Due to an accident backstage (an actress fell off a ladder), I was deprived during the recent New York Fringe Festival of a revival of 1967's How Now Dow Jones, a show that flopped memorably and was excoriated by Ethan Mordden. But friends who did see the brief revival said it wasn't bad at all (heavily rewritten, songs by Carolyn Leigh and Elmer Bernstein), and I'm in the mood to learn a new musical - but it would have to be a musical with clever lyrics and dreamy or delicious melodies, and they stopped writing that kind thirty years back when Lane and Lerner and Styne and Comden & Green were still alive, and Kander & Ebb were in their heyday.

(This is my idea of a brief, casual blog post.)

Wednesday, September 9, 2009

Thalia Nights (An homage to Ingmar Bergman)

Must have left twenty running shoes over years
Stuck to the floor of the gum-mangled Thalia
Long summer nights there in Plato’s glum cavern
Observing, believing, the motile shadows,
God-knows-what going on, behind, in the booth…

Arletty, the goddess, Laughton, the painter,
Mifune, the warrior, Moreau, the temptress,
Signoret, the cynic, Masina, the clown, Mastroianni, the bored –
these were our gods in the Thalia pantheon,
our greater trumps, our cards of fortune;
shaping our summers, haunting our winters.

Sing out, o bards!
Bunuel! Renoir! Satyajit Ray!
Eisenstein! Kurosawa! Fellini! Truffaut!
The syllables sing in the mouth like wine.

But most mighty of all, filmgoers’ philosophe,
Bergman the troubled, cantankerous Swede,
Took a sing-song tongue, made it sound prophetic,
Gnomic, organic, epigrammatic, portentous;
Made us see with the eyes of men being Bergman
And idealize the actress he currently bedded,
Bergman heroic! The atheist pastor!
The Freudian mystic! The thinker on film!
Even his jokes were layered with mythos –
Isn’t Death playing chess the art-house totem?
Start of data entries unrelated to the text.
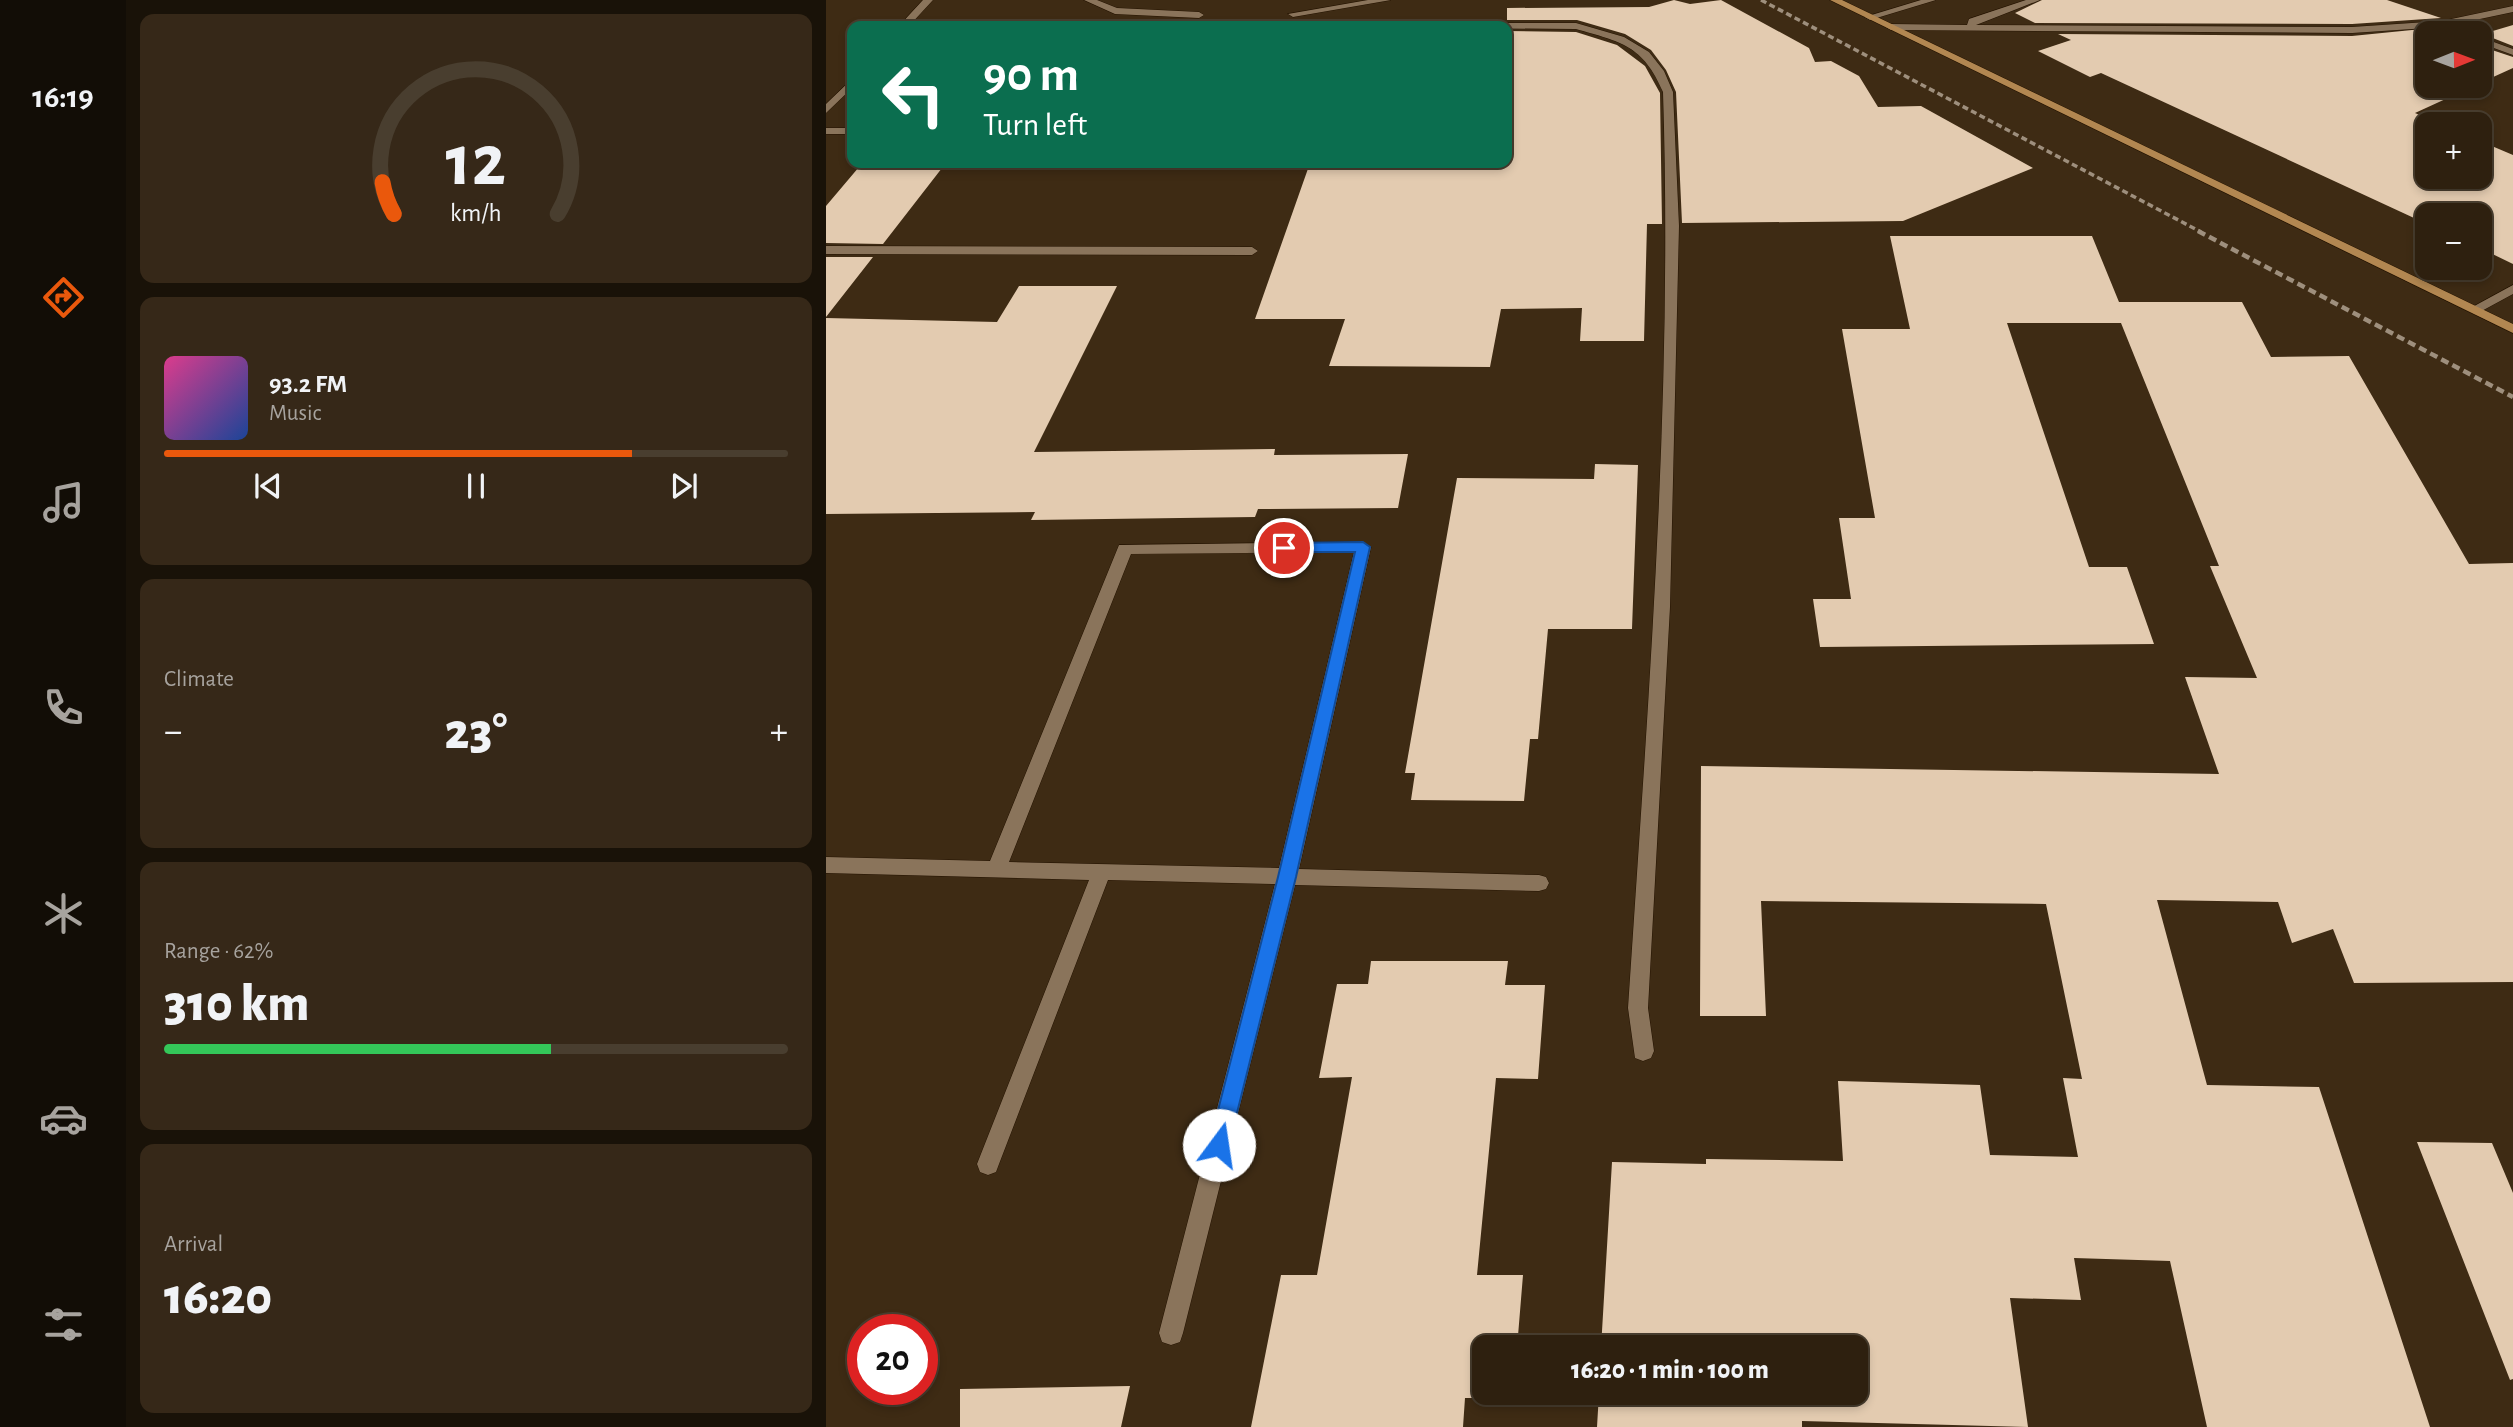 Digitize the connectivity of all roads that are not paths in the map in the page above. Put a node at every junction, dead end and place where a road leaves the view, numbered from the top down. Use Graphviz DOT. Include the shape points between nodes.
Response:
graph roads {
  1 [pos="928,0"];
  2 [pos="1089,0"];
  3 [pos="1386,0"];
  4 [pos="1835,0"];
  5 [pos="1931,0"];
  6 [pos="2035,0"];
  7 [pos="2513,9"];
  8 [pos="1870,17"];
  9 [pos="909,21"];
  10 [pos="2456,21"];
  11 [pos="1512,26"];
  12 [pos="2415,26"];
  13 [pos="1891,27"];
  14 [pos="1971,28"];
  15 [pos="2492,44"];
  16 [pos="2513,52"];
  17 [pos="847,87"];
  18 [pos="826,110"];
  19 [pos="826,131"];
  20 [pos="847,131"];
  21 [pos="826,250"];
  22 [pos="1252,251"];
  23 [pos="2513,289"];
  24 [pos="2473,310"];
  25 [pos="2513,329"];
  26 [pos="826,865"];
  27 [pos="997,869"];
  28 [pos="1101,873"];
  29 [pos="1287,877"];
  30 [pos="1539,883"];
  31 [pos="1643,1051"];
  32 [pos="988,1164"];
  33 [pos="1171,1333"];
  1 -- 9 [label="street"];
  2 -- 3 [label="street" via="1127,12 1259,16 1319,13"];
  4 -- 8 [label="main road"];
  5 -- 8 [label="street"];
  6 -- 14 [label="street" via="1972,21"];
  7 -- 10 [label="street"];
  8 -- 13 [label="main road"];
  11 -- 31 [label="street" via="1576,26 1622,39 1646,54 1668,92 1673,226 1662,607 1638,1007"];
  12 -- 14 [label="street" via="2352,30"];
  13 -- 14 [label="street"];
  13 -- 24 [label="main road"];
  15 -- 16 [label="street"];
  17 -- 18 [label="street"];
  19 -- 20 [label="street"];
  21 -- 22 [label="street"];
  23 -- 24 [label="street"];
  24 -- 25 [label="main road"];
  26 -- 27 [label="street"];
  27 -- 28 [label="street"];
  27 -- 29 [label="street" via="1125,549 1363,547"];
  28 -- 29 [label="street"];
  28 -- 32 [label="street"];
  29 -- 30 [label="street"];
  29 -- 33 [label="street"];
}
His actors were family: we followed the serial,
Image by image, aspect by aspect –
Never doubting that one would serve family supper.
Harriet, swinging the hips of false promise,
Doe-eyed Liv, crazy waif, suffering wife,
Bibi as sane as she ever was sensual –
Given the choice: Liv or Bibi or Harriet
And one long solstice Swedish night,
Which would you take?
Defend your position in two hundred words
Dripped in the glass like water-of-life.
Max, noble everyman, serious, murderous,
Handsome as some austere cathedral;
Gunnar, the distinguished we feared we’d grow into;
Erland, bitter fellow we feared that we were –

So: mix and match and match and mix –
Playing chess with the puppets he whittled unceasing
(If there isn’t a maze, there can be no solution):

The face overhearing (or reading the diary);
The couple enisled, spitting intimate daggers;
The acting troupe, offstage, lounging and lusting;
The man of God who is losing his faith;
The man of no God losing his mind;
The unman made-up,
The maid unmade;
Sex as war and war as sex;
The sea-borne dream, waves troubled as nightmare;
Papageno Vogler and Alma, the Soul –
We’ve done it that way; let’s try it this way:
The point is amusement while stating the problem.

I sing of Ingmar – Scanian lodestar –
unsinking sun of the Nordic night –
unwarming depth of the Baltic tide –
whose coolness freshened our Thalia summers.